╔══

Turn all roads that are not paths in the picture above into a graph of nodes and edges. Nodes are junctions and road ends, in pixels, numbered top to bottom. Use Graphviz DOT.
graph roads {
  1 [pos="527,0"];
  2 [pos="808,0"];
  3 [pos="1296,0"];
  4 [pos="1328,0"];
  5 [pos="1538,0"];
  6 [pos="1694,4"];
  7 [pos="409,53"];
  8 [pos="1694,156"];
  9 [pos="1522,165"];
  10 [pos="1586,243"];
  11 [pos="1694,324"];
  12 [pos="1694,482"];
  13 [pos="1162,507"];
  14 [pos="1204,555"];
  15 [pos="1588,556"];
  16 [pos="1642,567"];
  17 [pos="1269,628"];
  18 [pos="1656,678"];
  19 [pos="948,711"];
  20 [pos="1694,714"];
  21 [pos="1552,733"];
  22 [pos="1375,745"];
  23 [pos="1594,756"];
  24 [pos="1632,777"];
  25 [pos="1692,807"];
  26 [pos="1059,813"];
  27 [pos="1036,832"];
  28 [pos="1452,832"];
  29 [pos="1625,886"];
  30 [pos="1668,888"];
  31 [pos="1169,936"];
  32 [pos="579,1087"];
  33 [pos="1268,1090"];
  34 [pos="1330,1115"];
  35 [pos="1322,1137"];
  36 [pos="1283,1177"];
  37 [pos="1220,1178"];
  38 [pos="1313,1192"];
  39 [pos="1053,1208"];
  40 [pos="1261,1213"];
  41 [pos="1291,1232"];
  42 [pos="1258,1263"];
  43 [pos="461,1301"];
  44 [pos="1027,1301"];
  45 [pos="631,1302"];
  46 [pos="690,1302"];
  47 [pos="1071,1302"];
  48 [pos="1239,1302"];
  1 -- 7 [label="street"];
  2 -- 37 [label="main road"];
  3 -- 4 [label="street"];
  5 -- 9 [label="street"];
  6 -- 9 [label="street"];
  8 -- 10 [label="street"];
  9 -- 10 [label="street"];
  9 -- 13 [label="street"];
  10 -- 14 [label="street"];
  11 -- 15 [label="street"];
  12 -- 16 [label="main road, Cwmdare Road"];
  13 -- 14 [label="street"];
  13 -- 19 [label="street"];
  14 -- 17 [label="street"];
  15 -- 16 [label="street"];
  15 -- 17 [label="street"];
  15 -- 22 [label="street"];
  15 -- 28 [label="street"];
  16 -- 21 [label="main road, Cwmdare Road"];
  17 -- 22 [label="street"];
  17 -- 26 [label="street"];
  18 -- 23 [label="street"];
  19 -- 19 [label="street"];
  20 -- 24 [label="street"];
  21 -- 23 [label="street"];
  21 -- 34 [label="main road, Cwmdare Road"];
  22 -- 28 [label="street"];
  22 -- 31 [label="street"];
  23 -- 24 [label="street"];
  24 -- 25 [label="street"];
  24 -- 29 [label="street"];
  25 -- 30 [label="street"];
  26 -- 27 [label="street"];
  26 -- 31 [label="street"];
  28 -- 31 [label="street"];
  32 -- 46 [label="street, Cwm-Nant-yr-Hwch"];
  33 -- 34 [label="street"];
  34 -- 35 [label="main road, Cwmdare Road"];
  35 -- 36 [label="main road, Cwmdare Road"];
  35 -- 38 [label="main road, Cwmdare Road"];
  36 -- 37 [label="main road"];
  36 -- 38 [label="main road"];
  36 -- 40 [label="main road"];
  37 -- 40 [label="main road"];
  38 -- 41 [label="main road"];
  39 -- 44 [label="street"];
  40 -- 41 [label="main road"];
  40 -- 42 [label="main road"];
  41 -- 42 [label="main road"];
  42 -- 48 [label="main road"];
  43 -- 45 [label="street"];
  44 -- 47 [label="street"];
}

╚══

REQUIRED ACTION =>
Transcribe the entries above so that nothing in them differs from the original.

RESPONSE AREA =>
Turn all roads that are not paths in the picture above into a graph of nodes and edges. Nodes are junctions and road ends, in pixels, numbered top to bottom. Use Graphviz DOT.
graph roads {
  1 [pos="527,0"];
  2 [pos="808,0"];
  3 [pos="1296,0"];
  4 [pos="1328,0"];
  5 [pos="1538,0"];
  6 [pos="1694,4"];
  7 [pos="409,53"];
  8 [pos="1694,156"];
  9 [pos="1522,165"];
  10 [pos="1586,243"];
  11 [pos="1694,324"];
  12 [pos="1694,482"];
  13 [pos="1162,507"];
  14 [pos="1204,555"];
  15 [pos="1588,556"];
  16 [pos="1642,567"];
  17 [pos="1269,628"];
  18 [pos="1656,678"];
  19 [pos="948,711"];
  20 [pos="1694,714"];
  21 [pos="1552,733"];
  22 [pos="1375,745"];
  23 [pos="1594,756"];
  24 [pos="1632,777"];
  25 [pos="1692,807"];
  26 [pos="1059,813"];
  27 [pos="1036,832"];
  28 [pos="1452,832"];
  29 [pos="1625,886"];
  30 [pos="1668,888"];
  31 [pos="1169,936"];
  32 [pos="579,1087"];
  33 [pos="1268,1090"];
  34 [pos="1330,1115"];
  35 [pos="1322,1137"];
  36 [pos="1283,1177"];
  37 [pos="1220,1178"];
  38 [pos="1313,1192"];
  39 [pos="1053,1208"];
  40 [pos="1261,1213"];
  41 [pos="1291,1232"];
  42 [pos="1258,1263"];
  43 [pos="461,1301"];
  44 [pos="1027,1301"];
  45 [pos="631,1302"];
  46 [pos="690,1302"];
  47 [pos="1071,1302"];
  48 [pos="1239,1302"];
  1 -- 7 [label="street"];
  2 -- 37 [label="main road"];
  3 -- 4 [label="street"];
  5 -- 9 [label="street"];
  6 -- 9 [label="street"];
  8 -- 10 [label="street"];
  9 -- 10 [label="street"];
  9 -- 13 [label="street"];
  10 -- 14 [label="street"];
  11 -- 15 [label="street"];
  12 -- 16 [label="main road, Cwmdare Road"];
  13 -- 14 [label="street"];
  13 -- 19 [label="street"];
  14 -- 17 [label="street"];
  15 -- 16 [label="street"];
  15 -- 17 [label="street"];
  15 -- 22 [label="street"];
  15 -- 28 [label="street"];
  16 -- 21 [label="main road, Cwmdare Road"];
  17 -- 22 [label="street"];
  17 -- 26 [label="street"];
  18 -- 23 [label="street"];
  19 -- 19 [label="street"];
  20 -- 24 [label="street"];
  21 -- 23 [label="street"];
  21 -- 34 [label="main road, Cwmdare Road"];
  22 -- 28 [label="street"];
  22 -- 31 [label="street"];
  23 -- 24 [label="street"];
  24 -- 25 [label="street"];
  24 -- 29 [label="street"];
  25 -- 30 [label="street"];
  26 -- 27 [label="street"];
  26 -- 31 [label="street"];
  28 -- 31 [label="street"];
  32 -- 46 [label="street, Cwm-Nant-yr-Hwch"];
  33 -- 34 [label="street"];
  34 -- 35 [label="main road, Cwmdare Road"];
  35 -- 36 [label="main road, Cwmdare Road"];
  35 -- 38 [label="main road, Cwmdare Road"];
  36 -- 37 [label="main road"];
  36 -- 38 [label="main road"];
  36 -- 40 [label="main road"];
  37 -- 40 [label="main road"];
  38 -- 41 [label="main road"];
  39 -- 44 [label="street"];
  40 -- 41 [label="main road"];
  40 -- 42 [label="main road"];
  41 -- 42 [label="main road"];
  42 -- 48 [label="main road"];
  43 -- 45 [label="street"];
  44 -- 47 [label="street"];
}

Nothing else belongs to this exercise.